Tether’s game of musical chairs is a risky business – we need more sustainable models
by Ian Smith, CTO of Efiko and former Linux instructor at NASA
You might be familiar with games, but perhaps not game theory. Unlike Monopoly or poker, game theory models the relationship between two people or entities, known as radical agents, that exhibit conflicting, overlapping or differing interests from one another, with the aim of bringing both agents towards what’s ultimately the “optimal solution” (referred to Nash Equilibrium for the Game Theory pros out there).
Often cited in game theory, the concept of “zero-sum game” refers to a mathematical representation where the interests of one radical agent are equal to the other’s loss. In essence, options and futures are examples of zero-sum games where every dollar “earned” is someone else’s dollar “lost,” with the net result still equating to zero for the economy as a whole.
Well, I believe that until crypto services extend beyond just acting as means of payment, the entire economy will continue to play a zero-sum game – and no one but a select few will benefit from such a scenario.
Let’s take Tether as an example: in a zero-sum game economy, centralization becomes extremely risky and Tether has discovered how to control the game. Here is how: it does so by printing USDT from a faucet in smart contracts, and its reserves ensure that its tokens are 100% backed and pegged at 1-to-1 with a matching fiat currency. The smart contract issues new tokens on a regular basis, which will then be used to purchase “backed assets” on chain and in exchanges.
But the sudden injection of large amounts of something-used-as-capital to purchase crypto assets will create higher prices and increased market volatility, whereby the winners and losers are not easily identifiable and all roles are blurred together.

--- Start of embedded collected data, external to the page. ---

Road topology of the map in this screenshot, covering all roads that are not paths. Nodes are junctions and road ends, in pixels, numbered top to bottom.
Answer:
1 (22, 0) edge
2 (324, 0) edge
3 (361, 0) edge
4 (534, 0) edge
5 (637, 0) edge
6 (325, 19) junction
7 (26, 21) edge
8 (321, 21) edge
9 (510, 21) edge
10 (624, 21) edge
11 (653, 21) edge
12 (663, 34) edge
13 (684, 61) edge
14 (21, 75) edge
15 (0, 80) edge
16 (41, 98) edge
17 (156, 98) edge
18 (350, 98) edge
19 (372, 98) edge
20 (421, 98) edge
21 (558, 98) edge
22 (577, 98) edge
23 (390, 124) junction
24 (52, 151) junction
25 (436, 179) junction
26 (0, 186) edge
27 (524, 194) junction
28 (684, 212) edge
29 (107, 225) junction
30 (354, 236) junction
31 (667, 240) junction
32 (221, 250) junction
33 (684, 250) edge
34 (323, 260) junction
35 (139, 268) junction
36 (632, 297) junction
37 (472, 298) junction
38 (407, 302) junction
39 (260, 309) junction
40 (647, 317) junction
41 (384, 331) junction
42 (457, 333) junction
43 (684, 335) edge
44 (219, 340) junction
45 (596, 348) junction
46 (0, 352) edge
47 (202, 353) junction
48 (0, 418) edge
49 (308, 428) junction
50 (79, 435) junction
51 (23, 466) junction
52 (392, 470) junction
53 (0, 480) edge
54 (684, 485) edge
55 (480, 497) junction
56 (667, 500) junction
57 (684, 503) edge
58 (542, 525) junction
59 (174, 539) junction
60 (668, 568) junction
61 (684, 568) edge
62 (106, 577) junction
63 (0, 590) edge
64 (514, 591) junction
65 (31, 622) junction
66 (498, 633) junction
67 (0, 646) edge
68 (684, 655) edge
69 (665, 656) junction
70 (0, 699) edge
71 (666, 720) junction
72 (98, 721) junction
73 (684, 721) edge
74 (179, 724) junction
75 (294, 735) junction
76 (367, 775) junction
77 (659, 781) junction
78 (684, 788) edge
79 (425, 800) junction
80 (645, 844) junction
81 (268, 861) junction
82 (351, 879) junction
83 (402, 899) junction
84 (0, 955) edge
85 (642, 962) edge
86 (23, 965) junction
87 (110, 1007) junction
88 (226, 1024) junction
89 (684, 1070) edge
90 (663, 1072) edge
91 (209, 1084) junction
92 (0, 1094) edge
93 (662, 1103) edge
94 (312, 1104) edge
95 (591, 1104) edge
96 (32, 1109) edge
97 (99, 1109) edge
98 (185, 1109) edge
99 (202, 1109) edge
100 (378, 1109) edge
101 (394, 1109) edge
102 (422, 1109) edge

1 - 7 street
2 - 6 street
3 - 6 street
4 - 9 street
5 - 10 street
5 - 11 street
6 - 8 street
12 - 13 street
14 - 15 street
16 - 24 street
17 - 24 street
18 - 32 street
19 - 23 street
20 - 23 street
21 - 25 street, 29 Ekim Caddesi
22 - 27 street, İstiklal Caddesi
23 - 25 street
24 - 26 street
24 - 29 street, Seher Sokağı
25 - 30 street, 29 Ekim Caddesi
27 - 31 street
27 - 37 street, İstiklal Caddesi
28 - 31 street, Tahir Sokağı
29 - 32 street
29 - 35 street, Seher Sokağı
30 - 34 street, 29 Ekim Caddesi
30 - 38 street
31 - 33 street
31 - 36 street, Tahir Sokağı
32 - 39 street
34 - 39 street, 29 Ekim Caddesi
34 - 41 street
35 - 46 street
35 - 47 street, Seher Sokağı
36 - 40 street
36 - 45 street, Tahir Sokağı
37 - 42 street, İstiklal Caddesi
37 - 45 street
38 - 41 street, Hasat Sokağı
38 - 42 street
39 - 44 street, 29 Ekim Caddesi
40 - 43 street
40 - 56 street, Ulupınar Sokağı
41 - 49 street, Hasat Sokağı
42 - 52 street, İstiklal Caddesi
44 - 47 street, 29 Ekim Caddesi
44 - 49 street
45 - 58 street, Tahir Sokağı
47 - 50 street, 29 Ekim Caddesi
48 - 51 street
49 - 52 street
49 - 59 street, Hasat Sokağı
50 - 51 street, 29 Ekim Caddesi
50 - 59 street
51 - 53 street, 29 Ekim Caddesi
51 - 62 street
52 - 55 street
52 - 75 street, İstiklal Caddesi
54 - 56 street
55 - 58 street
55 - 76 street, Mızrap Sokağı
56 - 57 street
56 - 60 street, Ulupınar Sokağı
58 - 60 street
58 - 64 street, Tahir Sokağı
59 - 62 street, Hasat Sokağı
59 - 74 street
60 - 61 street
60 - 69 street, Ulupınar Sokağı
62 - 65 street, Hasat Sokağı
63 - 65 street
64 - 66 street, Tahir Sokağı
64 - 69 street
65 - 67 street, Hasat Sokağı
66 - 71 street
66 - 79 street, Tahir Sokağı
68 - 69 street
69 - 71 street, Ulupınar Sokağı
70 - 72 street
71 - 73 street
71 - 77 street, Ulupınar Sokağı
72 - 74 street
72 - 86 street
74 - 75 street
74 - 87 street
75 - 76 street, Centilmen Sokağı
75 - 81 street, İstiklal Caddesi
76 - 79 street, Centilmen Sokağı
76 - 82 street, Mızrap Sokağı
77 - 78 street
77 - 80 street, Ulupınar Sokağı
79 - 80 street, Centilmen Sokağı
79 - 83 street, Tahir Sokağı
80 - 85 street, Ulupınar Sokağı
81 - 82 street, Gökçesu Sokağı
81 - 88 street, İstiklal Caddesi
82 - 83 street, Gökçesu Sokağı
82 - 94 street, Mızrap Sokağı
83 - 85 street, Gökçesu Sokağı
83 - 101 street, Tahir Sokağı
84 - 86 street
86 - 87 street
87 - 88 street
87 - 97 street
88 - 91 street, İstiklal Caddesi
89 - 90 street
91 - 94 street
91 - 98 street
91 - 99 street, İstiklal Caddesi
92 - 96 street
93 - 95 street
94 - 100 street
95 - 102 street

We know that the market correlation between printing new tokens and subsequent price movement is very high, and to attest to this, we can look at a BDC Consulting study in which “analysts ran correlation tests on 20+ indicators and found that USDT supply does feature a strong and statistically significant correlation with the BTC price”.
However, there’s a key difference to mark here: it’s not the price of Tether that’s correlated to the price of Bitcoin, but the very issuance of any new Tether tokens that sparks the price jump.
Now, imagine a poker game with a $1,000 buy-in at the table. Every player starts with the same amount of money. A player (in this case, Tether) will add $500 (Tether tokens) to the game each turn. For each round of play, the total market value of the power game will increase by $500 – but as the Tether player only bets Tether tokens, they get to keep all of the USD winnings. With such a concentration of power in Tether’s hands, this scenario highlights the unfair advantage that the company has in the crypto market, as it has the power to control supply and demand and influence over the whole space.
With such a simple strategy, Tether is essentially turning the initial zero-sum game scenario on its head, making it more alike to something like a round of musical chairs. But make no mistake: this is entirely for the benefit of a single player, in this case Tether, and to the detriment of the rest of us participating in the game. In this scenario, the crypto market will have one to three chairs left at its choosing and everyone else has little to no value.
I wouldn’t call it a wise strategy, nor something that should be encouraged, but the entire economy running on a zero-sum game premise is not advisable, either. Unless we move towards a deeper creation of value for the crypto market as a whole, we’ll find ourselves stuck either in a zero-sum game or playing with the systemic risks of a Tether-like model.
I believe that the only way out of it would see crypto reinventing itself as something more than just a payments service and transitioning into an efficiency-driven service.
By creating solid, real world value available for every ‘player’, in keeping with the game metaphor, it would create more of a direct link between its value and the more extensive background of traditional finance, which would also benefit everyone involved. A great example of this is Centrifuge, a protocol bringing real world assets to DeFi.
If we want to build an inclusive and reliable crypto economy, we need to better understand the potential at hand, and aim for more sustainable and efficiency-driven models that provide real-world value without leaving anyone high and dry, as in the case of Tether. Looking at the current state of things, I believe that is the only path forward for these new systems of trust and their concrete appeal to the masses.